▸ EXTRACTED RECORDS

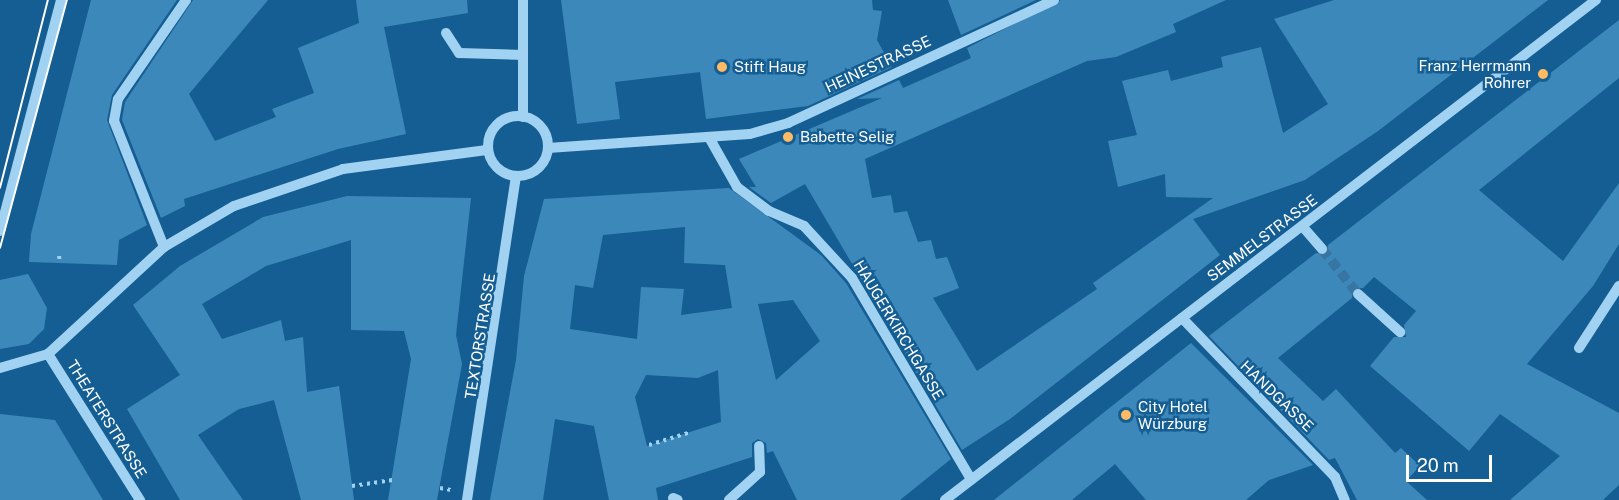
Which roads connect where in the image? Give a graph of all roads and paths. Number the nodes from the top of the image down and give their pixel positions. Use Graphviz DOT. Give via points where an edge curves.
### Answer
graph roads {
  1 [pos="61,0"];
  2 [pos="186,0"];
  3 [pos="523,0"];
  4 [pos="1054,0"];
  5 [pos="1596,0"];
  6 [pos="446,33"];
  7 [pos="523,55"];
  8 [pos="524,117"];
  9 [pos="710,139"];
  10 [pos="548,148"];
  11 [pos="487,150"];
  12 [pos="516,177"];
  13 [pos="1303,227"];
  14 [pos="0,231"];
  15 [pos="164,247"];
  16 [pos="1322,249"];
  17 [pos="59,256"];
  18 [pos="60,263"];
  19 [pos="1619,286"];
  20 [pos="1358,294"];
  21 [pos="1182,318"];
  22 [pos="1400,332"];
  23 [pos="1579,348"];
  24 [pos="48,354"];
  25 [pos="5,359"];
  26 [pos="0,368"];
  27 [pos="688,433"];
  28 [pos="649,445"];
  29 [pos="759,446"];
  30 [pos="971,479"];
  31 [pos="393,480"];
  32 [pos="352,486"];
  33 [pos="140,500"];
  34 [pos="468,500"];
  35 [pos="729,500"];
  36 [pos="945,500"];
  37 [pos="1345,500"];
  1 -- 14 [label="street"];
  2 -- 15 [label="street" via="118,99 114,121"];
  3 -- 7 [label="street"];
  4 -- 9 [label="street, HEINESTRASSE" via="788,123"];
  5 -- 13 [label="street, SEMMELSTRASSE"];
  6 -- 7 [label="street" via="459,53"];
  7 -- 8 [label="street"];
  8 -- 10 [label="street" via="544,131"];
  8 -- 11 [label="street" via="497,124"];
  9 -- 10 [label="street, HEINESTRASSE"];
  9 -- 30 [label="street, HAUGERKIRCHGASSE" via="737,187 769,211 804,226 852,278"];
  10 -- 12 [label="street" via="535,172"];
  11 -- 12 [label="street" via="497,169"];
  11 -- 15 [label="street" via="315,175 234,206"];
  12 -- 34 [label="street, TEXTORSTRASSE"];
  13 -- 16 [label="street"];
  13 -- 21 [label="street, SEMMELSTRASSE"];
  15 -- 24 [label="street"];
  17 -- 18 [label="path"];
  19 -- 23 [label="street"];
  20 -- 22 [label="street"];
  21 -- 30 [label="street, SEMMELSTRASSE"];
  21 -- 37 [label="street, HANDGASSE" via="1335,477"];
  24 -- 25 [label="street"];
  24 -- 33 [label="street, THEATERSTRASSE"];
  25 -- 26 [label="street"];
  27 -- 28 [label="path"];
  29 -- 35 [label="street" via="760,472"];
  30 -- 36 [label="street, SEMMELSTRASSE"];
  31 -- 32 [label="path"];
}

▸ PROBLEM TO WORK ON
Report only how many lines in the entries above contain the string "roads".

▸ WRITTEN REPLY
2